## Problem requirements
The reply should give back every entry exactly as written.

## Supplied records
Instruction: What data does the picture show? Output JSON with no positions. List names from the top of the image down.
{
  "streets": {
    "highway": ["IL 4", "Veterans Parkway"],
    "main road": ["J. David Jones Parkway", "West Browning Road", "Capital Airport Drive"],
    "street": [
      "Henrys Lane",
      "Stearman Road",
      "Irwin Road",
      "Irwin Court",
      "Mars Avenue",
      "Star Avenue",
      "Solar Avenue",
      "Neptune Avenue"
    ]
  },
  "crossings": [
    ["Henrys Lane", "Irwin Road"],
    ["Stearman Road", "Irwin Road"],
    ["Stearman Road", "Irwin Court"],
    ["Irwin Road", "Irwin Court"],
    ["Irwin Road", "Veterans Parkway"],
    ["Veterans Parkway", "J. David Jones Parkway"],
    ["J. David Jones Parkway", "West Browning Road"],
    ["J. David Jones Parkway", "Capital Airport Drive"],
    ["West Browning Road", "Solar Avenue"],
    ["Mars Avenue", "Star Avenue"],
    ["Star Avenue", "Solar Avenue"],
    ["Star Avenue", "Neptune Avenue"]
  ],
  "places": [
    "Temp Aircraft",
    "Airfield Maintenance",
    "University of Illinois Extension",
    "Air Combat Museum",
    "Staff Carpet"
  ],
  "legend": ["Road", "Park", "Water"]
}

## Reply
Instruction: What data does the picture show? Output JSON with no positions. List names from the top of the image down.
{
  "streets": {
    "highway": ["IL 4", "Veterans Parkway"],
    "main road": ["J. David Jones Parkway", "West Browning Road", "Capital Airport Drive"],
    "street": [
      "Henrys Lane",
      "Stearman Road",
      "Irwin Road",
      "Irwin Court",
      "Mars Avenue",
      "Star Avenue",
      "Solar Avenue",
      "Neptune Avenue"
    ]
  },
  "crossings": [
    ["Henrys Lane", "Irwin Road"],
    ["Stearman Road", "Irwin Road"],
    ["Stearman Road", "Irwin Court"],
    ["Irwin Road", "Irwin Court"],
    ["Irwin Road", "Veterans Parkway"],
    ["Veterans Parkway", "J. David Jones Parkway"],
    ["J. David Jones Parkway", "West Browning Road"],
    ["J. David Jones Parkway", "Capital Airport Drive"],
    ["West Browning Road", "Solar Avenue"],
    ["Mars Avenue", "Star Avenue"],
    ["Star Avenue", "Solar Avenue"],
    ["Star Avenue", "Neptune Avenue"]
  ],
  "places": [
    "Temp Aircraft",
    "Airfield Maintenance",
    "University of Illinois Extension",
    "Air Combat Museum",
    "Staff Carpet"
  ],
  "legend": ["Road", "Park", "Water"]
}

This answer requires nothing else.